* [Task statement] In your copy, reproduce each entry exactly and leave out the pictures.

Recorded data
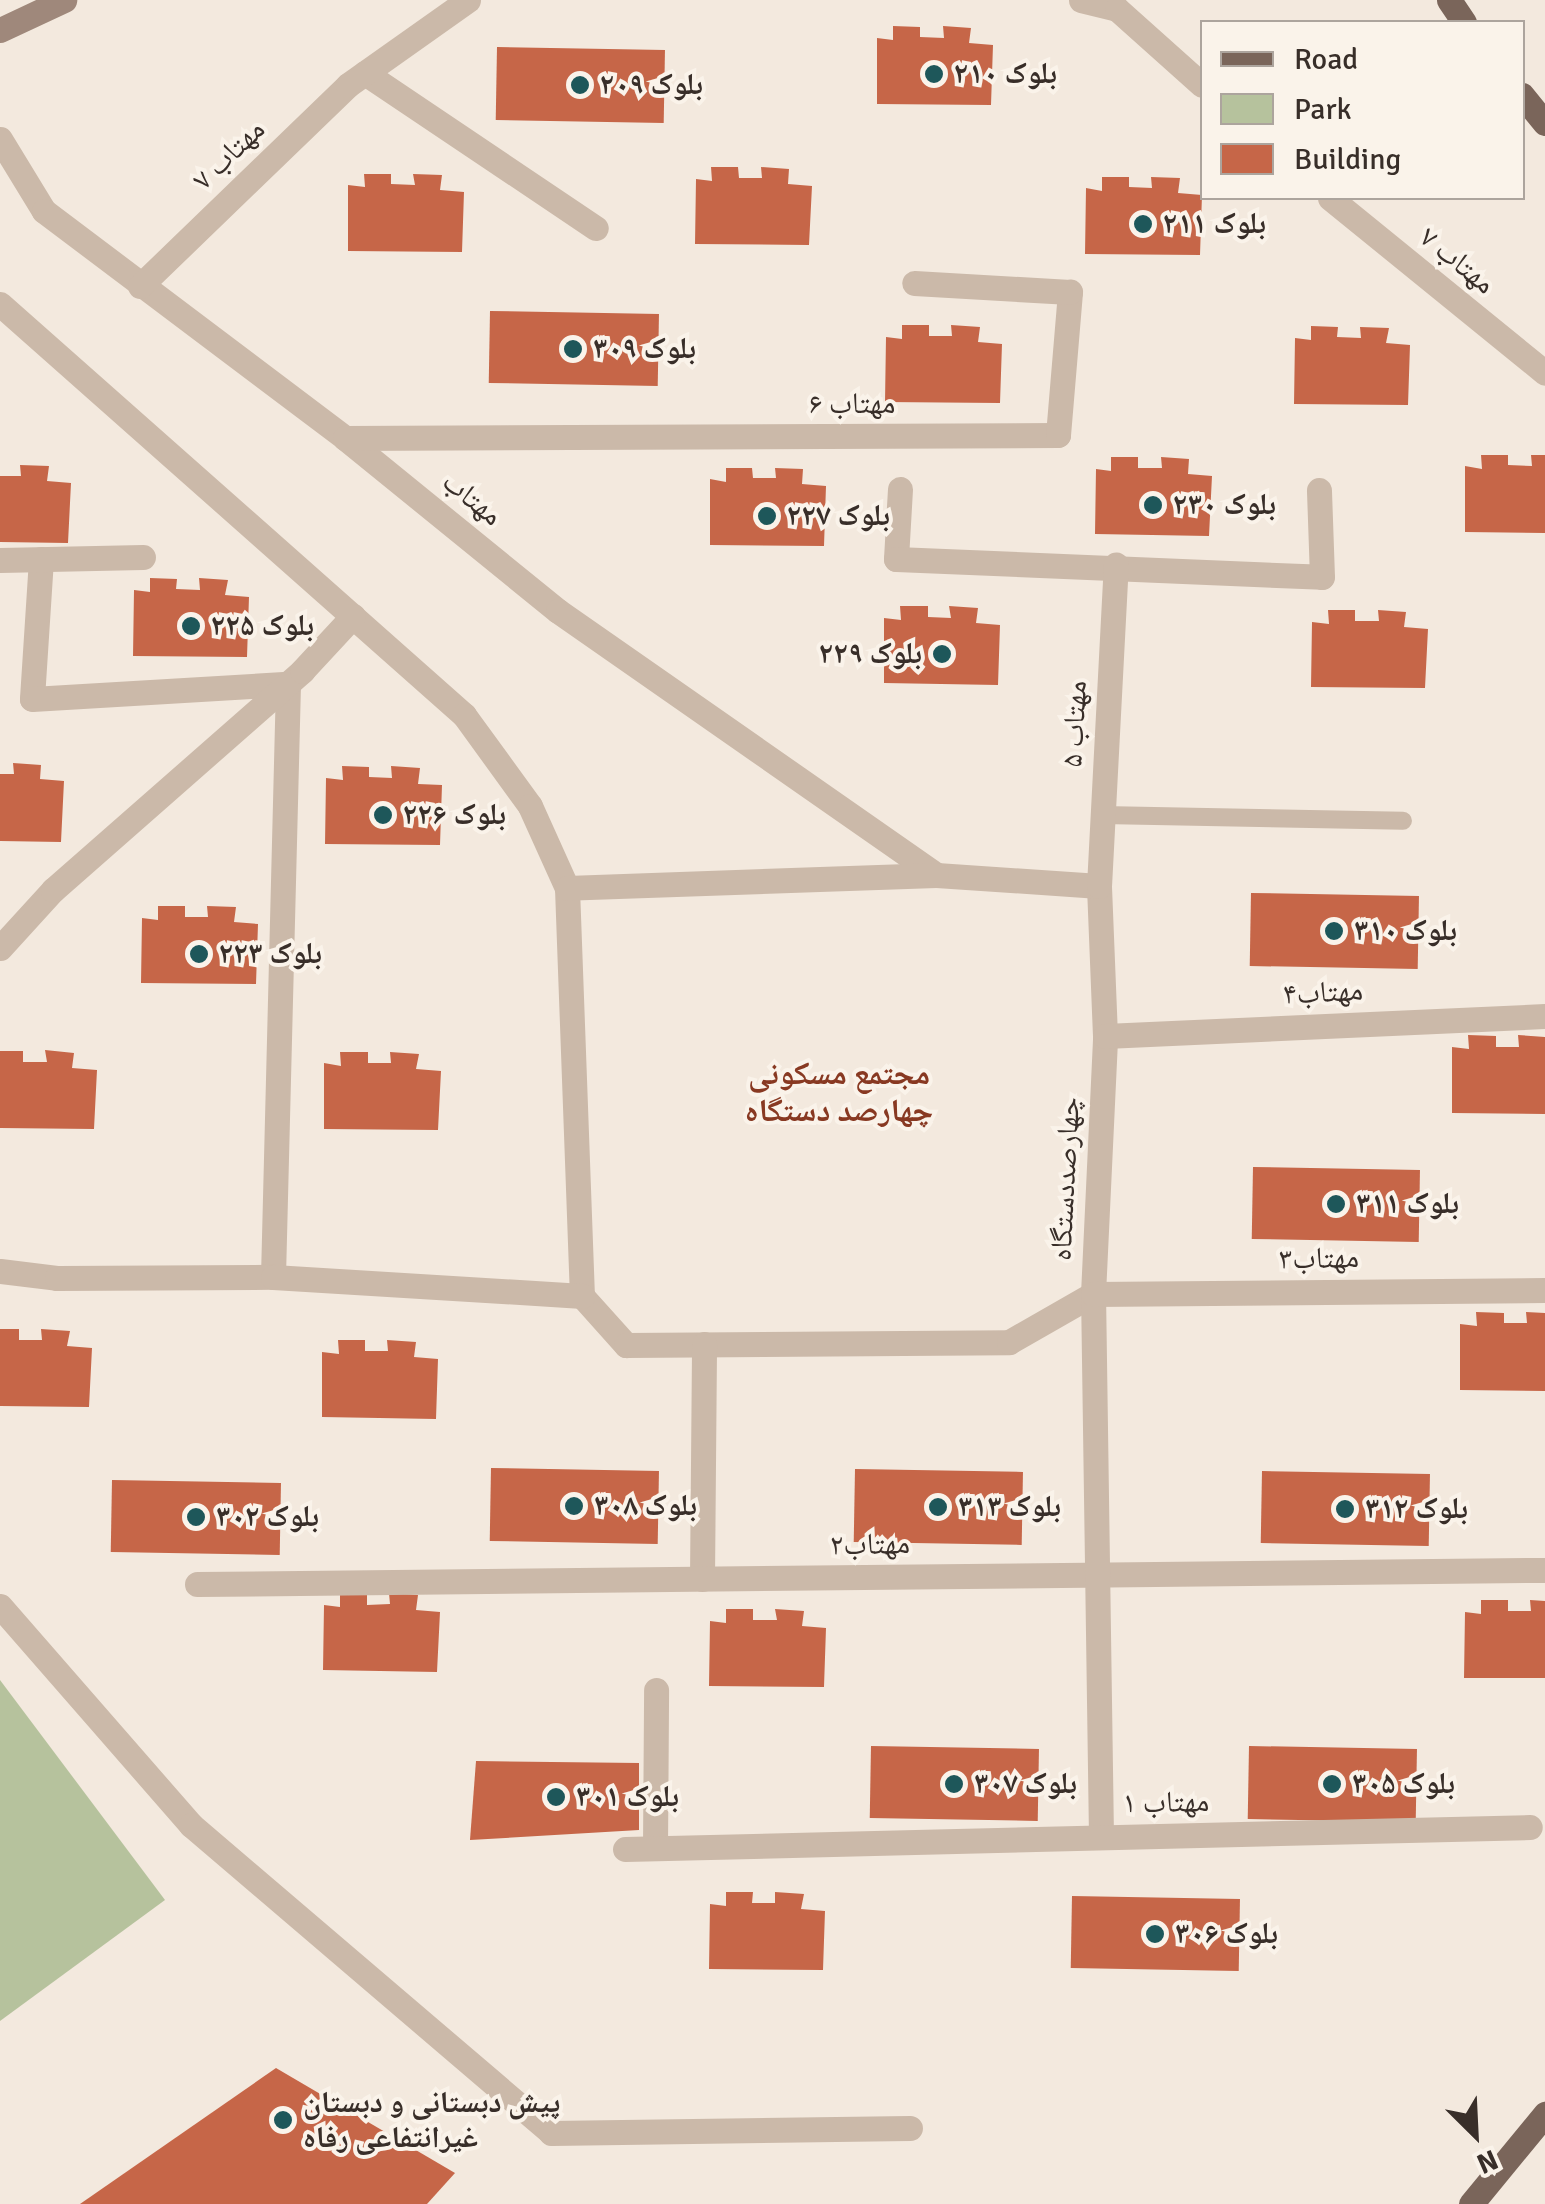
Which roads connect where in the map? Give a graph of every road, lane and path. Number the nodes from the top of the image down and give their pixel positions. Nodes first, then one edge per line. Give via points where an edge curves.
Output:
1 (64, 0) edge
2 (468, 0) edge
3 (1080, 0) edge
4 (1430, 0) edge
5 (1460, 20) edge
6 (0, 30) edge
7 (365, 73) junction
8 (1200, 83) edge
9 (1525, 99) edge
10 (1545, 123) edge
11 (0, 139) edge
12 (1332, 200) edge
13 (596, 228) dead end
14 (914, 283) dead end
15 (140, 286) junction
16 (0, 304) edge
17 (1545, 373) edge
18 (345, 438) junction
19 (900, 488) dead end
20 (1319, 490) dead end
21 (143, 557) dead end
22 (0, 560) edge
23 (42, 560) junction
24 (1116, 564) junction
25 (353, 616) junction
26 (288, 684) junction
27 (1102, 815) junction
28 (1402, 821) dead end
29 (936, 875) junction
30 (1098, 886) junction
31 (567, 888) junction
32 (0, 948) edge
33 (1545, 1016) edge
34 (1104, 1036) junction
35 (0, 1271) edge
36 (273, 1277) junction
37 (1545, 1290) edge
38 (1093, 1294) junction
39 (582, 1296) junction
40 (704, 1344) junction
41 (1545, 1570) edge
42 (1096, 1575) junction
43 (702, 1579) junction
44 (197, 1584) dead end
45 (0, 1606) edge
46 (656, 1690) dead end
47 (1530, 1826) dead end
48 (1101, 1838) junction
49 (655, 1848) junction
50 (625, 1849) dead end
51 (1545, 2114) edge
52 (910, 2128) dead end
53 (1471, 2204) edge

1 - 6 main road
2 - 7 street, مهتاب ۷
3 - 8 street via 1117,10
4 - 5 main road
7 - 13 street
7 - 15 street, مهتاب ۷
9 - 10 main road
11 - 15 street, مهتاب via 44,211
12 - 17 street, مهتاب ۷
14 - 18 street, مهتاب ۶ via 1070,292 1058,436
15 - 18 street, مهتاب
16 - 25 street
18 - 29 street, مهتاب via 558,611
19 - 24 street via 896,559
20 - 24 street via 1322,577
21 - 23 street
22 - 23 street
23 - 26 street via 32,700
24 - 27 street, مهتاب ۵
25 - 26 street
25 - 31 street via 464,714 530,806
26 - 32 street via 53,890
26 - 36 street
27 - 28 lane
27 - 30 street, مهتاب ۵
29 - 30 street
29 - 31 street
30 - 34 street, چهارصددستگاه
31 - 39 street
33 - 34 street, مهتاب۴
34 - 38 street, چهارصددستگاه
35 - 36 street via 57,1278
36 - 39 street
37 - 38 street, مهتاب۳
38 - 40 street, چهارصددستگاه via 1009,1342
38 - 42 street
39 - 40 street, چهارصددستگاه via 626,1345
40 - 43 street
41 - 42 street, مهتاب۲
42 - 43 street, مهتاب۲
42 - 48 street
43 - 44 street, مهتاب۲
45 - 52 street via 190,1825 551,2133
46 - 49 street
47 - 48 street, مهتاب ۱
48 - 49 street, مهتاب ۱
49 - 50 street, مهتاب ۱
51 - 53 main road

* [Exercise output]
Which roads connect where in the map? Give a graph of every road, lane and path. Number the nodes from the top of the image down and give their pixel positions. Nodes first, then one edge per line. Give via points where an edge curves.
Output:
1 (64, 0) edge
2 (468, 0) edge
3 (1080, 0) edge
4 (1430, 0) edge
5 (1460, 20) edge
6 (0, 30) edge
7 (365, 73) junction
8 (1200, 83) edge
9 (1525, 99) edge
10 (1545, 123) edge
11 (0, 139) edge
12 (1332, 200) edge
13 (596, 228) dead end
14 (914, 283) dead end
15 (140, 286) junction
16 (0, 304) edge
17 (1545, 373) edge
18 (345, 438) junction
19 (900, 488) dead end
20 (1319, 490) dead end
21 (143, 557) dead end
22 (0, 560) edge
23 (42, 560) junction
24 (1116, 564) junction
25 (353, 616) junction
26 (288, 684) junction
27 (1102, 815) junction
28 (1402, 821) dead end
29 (936, 875) junction
30 (1098, 886) junction
31 (567, 888) junction
32 (0, 948) edge
33 (1545, 1016) edge
34 (1104, 1036) junction
35 (0, 1271) edge
36 (273, 1277) junction
37 (1545, 1290) edge
38 (1093, 1294) junction
39 (582, 1296) junction
40 (704, 1344) junction
41 (1545, 1570) edge
42 (1096, 1575) junction
43 (702, 1579) junction
44 (197, 1584) dead end
45 (0, 1606) edge
46 (656, 1690) dead end
47 (1530, 1826) dead end
48 (1101, 1838) junction
49 (655, 1848) junction
50 (625, 1849) dead end
51 (1545, 2114) edge
52 (910, 2128) dead end
53 (1471, 2204) edge

1 - 6 main road
2 - 7 street, مهتاب ۷
3 - 8 street via 1117,10
4 - 5 main road
7 - 13 street
7 - 15 street, مهتاب ۷
9 - 10 main road
11 - 15 street, مهتاب via 44,211
12 - 17 street, مهتاب ۷
14 - 18 street, مهتاب ۶ via 1070,292 1058,436
15 - 18 street, مهتاب
16 - 25 street
18 - 29 street, مهتاب via 558,611
19 - 24 street via 896,559
20 - 24 street via 1322,577
21 - 23 street
22 - 23 street
23 - 26 street via 32,700
24 - 27 street, مهتاب ۵
25 - 26 street
25 - 31 street via 464,714 530,806
26 - 32 street via 53,890
26 - 36 street
27 - 28 lane
27 - 30 street, مهتاب ۵
29 - 30 street
29 - 31 street
30 - 34 street, چهارصددستگاه
31 - 39 street
33 - 34 street, مهتاب۴
34 - 38 street, چهارصددستگاه
35 - 36 street via 57,1278
36 - 39 street
37 - 38 street, مهتاب۳
38 - 40 street, چهارصددستگاه via 1009,1342
38 - 42 street
39 - 40 street, چهارصددستگاه via 626,1345
40 - 43 street
41 - 42 street, مهتاب۲
42 - 43 street, مهتاب۲
42 - 48 street
43 - 44 street, مهتاب۲
45 - 52 street via 190,1825 551,2133
46 - 49 street
47 - 48 street, مهتاب ۱
48 - 49 street, مهتاب ۱
49 - 50 street, مهتاب ۱
51 - 53 main road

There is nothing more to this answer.